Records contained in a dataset
______
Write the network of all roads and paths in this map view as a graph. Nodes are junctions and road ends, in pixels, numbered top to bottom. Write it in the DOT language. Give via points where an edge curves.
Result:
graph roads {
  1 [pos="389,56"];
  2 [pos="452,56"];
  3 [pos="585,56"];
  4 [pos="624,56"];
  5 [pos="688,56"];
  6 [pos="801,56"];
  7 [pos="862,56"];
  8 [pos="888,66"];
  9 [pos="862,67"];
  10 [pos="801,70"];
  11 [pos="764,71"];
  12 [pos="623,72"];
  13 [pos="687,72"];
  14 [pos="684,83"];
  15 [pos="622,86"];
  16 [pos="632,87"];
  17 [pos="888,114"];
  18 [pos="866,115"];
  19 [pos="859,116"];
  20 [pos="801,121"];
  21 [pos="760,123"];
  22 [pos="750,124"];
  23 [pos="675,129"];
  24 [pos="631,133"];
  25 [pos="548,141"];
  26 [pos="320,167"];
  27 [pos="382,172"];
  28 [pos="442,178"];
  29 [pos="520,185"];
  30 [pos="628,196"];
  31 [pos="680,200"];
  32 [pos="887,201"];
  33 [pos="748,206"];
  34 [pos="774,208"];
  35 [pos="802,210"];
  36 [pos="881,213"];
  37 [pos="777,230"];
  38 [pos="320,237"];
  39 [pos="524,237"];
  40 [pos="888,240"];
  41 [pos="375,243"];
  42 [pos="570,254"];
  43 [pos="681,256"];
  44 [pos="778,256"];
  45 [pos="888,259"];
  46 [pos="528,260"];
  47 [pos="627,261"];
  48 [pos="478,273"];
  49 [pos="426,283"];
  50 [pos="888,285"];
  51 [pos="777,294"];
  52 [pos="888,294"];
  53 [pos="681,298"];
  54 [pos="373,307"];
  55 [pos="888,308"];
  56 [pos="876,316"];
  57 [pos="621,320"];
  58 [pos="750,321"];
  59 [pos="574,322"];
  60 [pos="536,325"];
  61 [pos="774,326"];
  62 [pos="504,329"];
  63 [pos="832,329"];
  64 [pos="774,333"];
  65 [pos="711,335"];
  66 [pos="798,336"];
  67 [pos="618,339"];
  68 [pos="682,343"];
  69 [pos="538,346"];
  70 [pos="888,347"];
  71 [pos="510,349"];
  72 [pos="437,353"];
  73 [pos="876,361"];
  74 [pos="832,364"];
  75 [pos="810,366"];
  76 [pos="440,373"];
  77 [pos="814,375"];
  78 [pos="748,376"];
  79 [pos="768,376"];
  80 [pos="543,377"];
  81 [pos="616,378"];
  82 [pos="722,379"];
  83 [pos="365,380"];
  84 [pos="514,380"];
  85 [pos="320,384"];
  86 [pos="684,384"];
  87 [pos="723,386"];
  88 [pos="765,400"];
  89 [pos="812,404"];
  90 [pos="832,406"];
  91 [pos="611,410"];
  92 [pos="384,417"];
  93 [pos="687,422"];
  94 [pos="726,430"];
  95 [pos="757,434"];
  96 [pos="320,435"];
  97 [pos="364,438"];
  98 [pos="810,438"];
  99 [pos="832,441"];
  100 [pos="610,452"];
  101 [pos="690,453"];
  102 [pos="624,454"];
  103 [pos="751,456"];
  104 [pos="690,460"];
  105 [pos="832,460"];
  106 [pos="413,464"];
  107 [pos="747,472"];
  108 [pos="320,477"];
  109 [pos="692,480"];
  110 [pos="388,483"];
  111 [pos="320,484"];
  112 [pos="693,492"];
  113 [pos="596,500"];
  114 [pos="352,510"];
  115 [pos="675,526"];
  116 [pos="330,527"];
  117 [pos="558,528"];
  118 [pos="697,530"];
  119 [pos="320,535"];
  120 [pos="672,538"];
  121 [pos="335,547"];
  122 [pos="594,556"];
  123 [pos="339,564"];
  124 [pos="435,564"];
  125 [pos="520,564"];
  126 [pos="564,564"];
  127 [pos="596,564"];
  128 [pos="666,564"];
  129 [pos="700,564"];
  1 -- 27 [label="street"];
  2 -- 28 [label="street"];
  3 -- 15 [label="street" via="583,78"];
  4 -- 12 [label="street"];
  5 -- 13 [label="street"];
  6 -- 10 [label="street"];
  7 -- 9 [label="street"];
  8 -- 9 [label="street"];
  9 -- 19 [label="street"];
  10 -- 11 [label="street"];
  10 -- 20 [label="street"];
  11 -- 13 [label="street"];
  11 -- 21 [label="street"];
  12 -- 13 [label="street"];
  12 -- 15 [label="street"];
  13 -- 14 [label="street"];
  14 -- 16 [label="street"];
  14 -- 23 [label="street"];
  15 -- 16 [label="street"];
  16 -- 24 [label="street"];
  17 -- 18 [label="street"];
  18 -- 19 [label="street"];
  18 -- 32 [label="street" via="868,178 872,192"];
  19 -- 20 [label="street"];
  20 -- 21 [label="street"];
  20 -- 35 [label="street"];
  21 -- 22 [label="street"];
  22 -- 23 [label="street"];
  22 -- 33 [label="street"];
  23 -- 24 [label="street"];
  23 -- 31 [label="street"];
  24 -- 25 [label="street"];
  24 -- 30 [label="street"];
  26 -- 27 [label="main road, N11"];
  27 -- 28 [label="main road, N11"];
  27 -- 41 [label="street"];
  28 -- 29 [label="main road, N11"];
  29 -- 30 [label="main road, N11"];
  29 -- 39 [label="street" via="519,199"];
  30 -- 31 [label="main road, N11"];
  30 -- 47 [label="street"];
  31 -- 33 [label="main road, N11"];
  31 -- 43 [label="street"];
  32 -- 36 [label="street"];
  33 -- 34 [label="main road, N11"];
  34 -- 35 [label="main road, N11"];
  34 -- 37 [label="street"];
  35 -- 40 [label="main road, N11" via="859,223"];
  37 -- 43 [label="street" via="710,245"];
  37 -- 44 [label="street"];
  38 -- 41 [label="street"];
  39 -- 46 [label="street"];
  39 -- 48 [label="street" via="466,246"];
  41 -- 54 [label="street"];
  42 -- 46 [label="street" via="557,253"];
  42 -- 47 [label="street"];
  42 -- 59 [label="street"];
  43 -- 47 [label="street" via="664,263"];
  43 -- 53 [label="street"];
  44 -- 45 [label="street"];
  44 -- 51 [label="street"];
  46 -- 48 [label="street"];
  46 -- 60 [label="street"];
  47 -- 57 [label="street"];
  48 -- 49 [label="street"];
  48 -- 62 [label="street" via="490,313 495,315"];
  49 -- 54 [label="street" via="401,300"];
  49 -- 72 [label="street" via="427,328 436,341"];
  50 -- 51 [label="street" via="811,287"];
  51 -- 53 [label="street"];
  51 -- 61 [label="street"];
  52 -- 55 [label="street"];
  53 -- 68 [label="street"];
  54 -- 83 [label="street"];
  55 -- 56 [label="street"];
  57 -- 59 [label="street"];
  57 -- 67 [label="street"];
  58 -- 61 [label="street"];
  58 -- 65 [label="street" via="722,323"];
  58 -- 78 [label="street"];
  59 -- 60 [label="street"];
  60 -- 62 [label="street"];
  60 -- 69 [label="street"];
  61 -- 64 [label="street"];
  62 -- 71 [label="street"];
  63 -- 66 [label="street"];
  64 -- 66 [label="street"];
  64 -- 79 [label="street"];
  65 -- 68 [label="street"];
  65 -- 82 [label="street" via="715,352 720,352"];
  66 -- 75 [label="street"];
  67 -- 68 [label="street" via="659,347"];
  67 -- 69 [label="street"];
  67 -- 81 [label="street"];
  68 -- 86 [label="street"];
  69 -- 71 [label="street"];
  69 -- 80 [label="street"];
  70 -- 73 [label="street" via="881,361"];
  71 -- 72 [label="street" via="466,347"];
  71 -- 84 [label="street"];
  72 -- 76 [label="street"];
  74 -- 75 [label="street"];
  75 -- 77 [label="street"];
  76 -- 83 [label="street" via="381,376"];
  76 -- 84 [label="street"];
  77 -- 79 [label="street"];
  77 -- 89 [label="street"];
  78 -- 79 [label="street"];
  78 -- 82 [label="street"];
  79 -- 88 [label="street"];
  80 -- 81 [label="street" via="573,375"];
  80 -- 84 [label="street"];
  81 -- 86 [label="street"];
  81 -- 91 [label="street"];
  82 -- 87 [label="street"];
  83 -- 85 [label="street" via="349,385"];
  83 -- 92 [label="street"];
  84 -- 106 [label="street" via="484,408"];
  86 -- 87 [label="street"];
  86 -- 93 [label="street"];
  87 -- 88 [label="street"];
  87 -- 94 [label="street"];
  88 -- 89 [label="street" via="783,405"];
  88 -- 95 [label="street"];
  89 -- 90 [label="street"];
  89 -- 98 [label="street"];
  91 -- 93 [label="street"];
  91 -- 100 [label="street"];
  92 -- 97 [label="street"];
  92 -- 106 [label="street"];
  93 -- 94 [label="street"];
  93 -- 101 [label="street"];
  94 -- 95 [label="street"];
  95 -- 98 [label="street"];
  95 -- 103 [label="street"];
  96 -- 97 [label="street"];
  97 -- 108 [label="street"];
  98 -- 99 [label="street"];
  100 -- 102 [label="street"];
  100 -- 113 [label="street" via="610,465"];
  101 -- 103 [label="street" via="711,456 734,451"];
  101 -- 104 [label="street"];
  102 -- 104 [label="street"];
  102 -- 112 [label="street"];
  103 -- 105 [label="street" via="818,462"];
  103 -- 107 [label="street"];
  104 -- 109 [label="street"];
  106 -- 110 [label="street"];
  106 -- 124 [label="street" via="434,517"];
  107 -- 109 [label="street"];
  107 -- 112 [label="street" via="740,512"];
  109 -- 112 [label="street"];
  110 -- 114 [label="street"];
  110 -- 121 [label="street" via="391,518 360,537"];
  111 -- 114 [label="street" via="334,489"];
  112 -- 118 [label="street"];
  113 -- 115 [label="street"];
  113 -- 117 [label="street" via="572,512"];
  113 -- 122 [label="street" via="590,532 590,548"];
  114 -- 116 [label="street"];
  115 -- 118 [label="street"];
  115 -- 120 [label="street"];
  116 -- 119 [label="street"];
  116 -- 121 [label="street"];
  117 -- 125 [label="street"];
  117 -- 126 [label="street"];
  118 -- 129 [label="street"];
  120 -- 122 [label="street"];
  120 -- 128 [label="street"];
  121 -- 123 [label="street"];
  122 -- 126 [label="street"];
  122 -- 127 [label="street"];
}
______
• [Problem to solve]
What lines in the data hold the word "graph"? Return them.

• [Response below]
Write the network of all roads and paths in this map view as a graph. Nodes are junctions and road ends, in pixels, numbered top to bottom. Write it in the DOT language. Give via points where an edge curves.
graph roads {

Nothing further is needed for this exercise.